Your answer should be every line of the records that contains the word "page".

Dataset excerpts
-- -- --

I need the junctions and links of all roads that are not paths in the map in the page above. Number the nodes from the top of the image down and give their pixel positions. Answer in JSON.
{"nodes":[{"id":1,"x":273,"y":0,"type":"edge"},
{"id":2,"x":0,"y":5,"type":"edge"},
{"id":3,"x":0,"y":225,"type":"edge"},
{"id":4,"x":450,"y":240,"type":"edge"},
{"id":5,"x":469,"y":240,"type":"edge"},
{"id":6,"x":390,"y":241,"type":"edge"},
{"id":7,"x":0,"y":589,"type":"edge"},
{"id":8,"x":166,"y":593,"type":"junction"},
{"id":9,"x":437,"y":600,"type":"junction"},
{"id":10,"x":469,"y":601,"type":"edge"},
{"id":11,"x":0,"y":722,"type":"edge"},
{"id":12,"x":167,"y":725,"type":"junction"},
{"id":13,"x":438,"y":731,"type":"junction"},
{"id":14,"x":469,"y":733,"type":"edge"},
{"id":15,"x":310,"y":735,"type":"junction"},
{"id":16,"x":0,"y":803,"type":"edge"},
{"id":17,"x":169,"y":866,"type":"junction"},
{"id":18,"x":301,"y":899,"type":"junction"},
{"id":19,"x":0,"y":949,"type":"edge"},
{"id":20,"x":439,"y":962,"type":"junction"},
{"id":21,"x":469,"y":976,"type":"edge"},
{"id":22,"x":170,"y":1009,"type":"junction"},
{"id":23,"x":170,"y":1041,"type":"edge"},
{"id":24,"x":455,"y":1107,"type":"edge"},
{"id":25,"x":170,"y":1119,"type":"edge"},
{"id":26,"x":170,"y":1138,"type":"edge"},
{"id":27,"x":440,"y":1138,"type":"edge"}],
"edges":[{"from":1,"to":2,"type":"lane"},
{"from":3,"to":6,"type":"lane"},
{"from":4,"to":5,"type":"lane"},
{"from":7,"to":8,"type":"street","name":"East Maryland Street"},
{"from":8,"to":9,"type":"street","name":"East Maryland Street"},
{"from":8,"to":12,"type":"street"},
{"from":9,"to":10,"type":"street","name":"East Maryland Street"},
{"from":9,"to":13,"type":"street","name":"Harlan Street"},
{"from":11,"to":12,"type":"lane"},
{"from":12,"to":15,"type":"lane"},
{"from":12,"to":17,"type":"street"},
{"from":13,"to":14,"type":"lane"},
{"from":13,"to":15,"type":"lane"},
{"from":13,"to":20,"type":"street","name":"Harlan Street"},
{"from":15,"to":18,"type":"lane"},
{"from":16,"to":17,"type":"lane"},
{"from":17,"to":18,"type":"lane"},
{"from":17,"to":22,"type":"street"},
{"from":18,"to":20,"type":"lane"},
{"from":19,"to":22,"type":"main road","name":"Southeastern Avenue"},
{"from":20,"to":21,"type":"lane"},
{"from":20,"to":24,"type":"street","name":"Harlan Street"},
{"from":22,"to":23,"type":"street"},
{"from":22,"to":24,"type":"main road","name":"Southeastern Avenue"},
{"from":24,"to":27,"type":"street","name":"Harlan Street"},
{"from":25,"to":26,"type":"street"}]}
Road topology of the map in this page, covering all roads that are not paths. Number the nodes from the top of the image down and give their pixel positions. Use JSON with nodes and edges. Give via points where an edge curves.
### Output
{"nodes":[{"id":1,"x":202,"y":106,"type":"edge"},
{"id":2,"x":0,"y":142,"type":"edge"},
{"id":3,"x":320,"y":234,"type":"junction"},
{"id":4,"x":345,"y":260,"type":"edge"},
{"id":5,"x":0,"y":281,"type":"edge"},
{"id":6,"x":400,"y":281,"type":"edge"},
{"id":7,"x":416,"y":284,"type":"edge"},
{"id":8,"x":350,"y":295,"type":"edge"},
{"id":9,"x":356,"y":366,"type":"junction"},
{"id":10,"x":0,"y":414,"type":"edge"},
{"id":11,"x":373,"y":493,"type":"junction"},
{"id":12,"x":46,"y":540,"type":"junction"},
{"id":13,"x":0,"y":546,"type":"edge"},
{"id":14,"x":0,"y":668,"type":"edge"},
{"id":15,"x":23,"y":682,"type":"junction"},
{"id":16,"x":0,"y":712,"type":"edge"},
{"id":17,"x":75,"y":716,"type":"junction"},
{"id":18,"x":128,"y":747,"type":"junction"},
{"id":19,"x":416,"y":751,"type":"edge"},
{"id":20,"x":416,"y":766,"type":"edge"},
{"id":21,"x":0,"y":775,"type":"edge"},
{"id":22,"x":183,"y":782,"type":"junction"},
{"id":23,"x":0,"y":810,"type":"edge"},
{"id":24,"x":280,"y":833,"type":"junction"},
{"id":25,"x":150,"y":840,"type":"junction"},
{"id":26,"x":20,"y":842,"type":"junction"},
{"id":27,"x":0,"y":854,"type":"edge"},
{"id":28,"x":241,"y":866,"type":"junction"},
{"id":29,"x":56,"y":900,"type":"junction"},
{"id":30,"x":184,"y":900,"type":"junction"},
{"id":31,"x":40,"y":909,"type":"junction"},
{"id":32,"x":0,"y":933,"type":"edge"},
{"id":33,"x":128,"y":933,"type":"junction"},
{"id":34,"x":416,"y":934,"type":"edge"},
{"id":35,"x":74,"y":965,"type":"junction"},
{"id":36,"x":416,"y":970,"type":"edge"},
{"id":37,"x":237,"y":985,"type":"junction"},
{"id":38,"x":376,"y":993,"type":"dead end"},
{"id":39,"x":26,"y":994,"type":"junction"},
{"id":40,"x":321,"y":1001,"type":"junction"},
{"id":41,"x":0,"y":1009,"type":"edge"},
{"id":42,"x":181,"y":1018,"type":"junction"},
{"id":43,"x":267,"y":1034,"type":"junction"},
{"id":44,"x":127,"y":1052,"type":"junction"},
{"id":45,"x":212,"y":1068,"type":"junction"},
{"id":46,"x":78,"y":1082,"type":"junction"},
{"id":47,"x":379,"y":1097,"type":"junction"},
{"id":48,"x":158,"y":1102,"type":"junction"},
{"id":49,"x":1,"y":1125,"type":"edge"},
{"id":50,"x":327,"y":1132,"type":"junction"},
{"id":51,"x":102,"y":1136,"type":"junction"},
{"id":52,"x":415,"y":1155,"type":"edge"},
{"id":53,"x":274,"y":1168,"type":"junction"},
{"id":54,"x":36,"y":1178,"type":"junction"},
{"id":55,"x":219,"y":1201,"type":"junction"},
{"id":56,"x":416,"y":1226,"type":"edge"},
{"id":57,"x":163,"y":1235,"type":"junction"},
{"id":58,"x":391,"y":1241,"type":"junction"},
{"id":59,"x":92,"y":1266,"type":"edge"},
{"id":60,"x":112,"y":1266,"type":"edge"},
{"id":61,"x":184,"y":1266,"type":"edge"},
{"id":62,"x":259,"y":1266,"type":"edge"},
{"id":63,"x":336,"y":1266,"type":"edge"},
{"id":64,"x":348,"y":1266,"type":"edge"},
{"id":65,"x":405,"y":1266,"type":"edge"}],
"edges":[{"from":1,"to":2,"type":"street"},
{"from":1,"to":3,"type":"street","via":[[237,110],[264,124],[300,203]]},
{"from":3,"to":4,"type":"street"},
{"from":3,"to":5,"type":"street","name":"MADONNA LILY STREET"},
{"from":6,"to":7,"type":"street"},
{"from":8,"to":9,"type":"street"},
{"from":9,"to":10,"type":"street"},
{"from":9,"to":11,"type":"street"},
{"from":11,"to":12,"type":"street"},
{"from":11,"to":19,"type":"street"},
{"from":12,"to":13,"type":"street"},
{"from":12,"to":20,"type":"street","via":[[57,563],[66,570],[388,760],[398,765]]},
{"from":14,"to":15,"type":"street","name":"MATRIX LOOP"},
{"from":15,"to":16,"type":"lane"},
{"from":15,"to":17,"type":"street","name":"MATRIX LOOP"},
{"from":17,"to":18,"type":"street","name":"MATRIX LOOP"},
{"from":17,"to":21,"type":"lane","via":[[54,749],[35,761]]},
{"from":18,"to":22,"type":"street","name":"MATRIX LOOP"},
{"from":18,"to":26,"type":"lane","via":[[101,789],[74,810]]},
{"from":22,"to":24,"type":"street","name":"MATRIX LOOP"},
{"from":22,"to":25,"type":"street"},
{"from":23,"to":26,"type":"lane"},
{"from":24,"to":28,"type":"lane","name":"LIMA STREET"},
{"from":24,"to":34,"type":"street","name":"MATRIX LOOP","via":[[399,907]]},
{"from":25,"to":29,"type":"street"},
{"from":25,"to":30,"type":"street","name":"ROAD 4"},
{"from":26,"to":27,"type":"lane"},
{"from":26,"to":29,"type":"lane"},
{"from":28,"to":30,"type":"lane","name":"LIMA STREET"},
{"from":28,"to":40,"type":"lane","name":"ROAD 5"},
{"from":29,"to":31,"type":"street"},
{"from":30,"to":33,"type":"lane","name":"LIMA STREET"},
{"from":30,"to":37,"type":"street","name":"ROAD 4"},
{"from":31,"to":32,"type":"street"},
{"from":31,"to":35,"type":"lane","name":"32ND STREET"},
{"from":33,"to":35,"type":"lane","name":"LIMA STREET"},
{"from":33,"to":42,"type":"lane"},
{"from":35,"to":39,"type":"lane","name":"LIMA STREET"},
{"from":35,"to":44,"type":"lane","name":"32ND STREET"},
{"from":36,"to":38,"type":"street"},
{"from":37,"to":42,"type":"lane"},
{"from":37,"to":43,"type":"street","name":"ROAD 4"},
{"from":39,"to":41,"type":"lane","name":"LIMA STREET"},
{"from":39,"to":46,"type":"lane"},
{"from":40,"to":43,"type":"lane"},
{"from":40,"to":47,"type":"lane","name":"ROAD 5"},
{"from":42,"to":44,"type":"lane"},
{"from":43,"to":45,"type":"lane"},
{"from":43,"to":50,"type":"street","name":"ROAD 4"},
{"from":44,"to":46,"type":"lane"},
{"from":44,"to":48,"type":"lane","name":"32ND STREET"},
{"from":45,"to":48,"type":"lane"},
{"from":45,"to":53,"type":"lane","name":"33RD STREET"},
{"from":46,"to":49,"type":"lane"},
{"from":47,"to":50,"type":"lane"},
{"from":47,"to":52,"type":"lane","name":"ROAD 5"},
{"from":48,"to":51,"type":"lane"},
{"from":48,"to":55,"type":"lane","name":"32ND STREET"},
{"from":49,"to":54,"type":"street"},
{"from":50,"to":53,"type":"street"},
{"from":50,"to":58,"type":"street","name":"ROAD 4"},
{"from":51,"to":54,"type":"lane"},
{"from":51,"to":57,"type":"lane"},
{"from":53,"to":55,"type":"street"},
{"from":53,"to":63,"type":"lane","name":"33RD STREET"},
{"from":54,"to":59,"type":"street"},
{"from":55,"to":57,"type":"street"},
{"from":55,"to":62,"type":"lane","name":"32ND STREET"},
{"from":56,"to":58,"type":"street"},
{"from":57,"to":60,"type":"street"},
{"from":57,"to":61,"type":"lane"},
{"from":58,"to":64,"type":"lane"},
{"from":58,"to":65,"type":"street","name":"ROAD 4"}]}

-- -- --

• [YOUR SOLUTION]:
I need the junctions and links of all roads that are not paths in the map in the page above. Number the nodes from the top of the image down and give their pixel positions. Answer in JSON.
Road topology of the map in this page, covering all roads that are not paths. Number the nodes from the top of the image down and give their pixel positions. Use JSON with nodes and edges. Give via points where an edge curves.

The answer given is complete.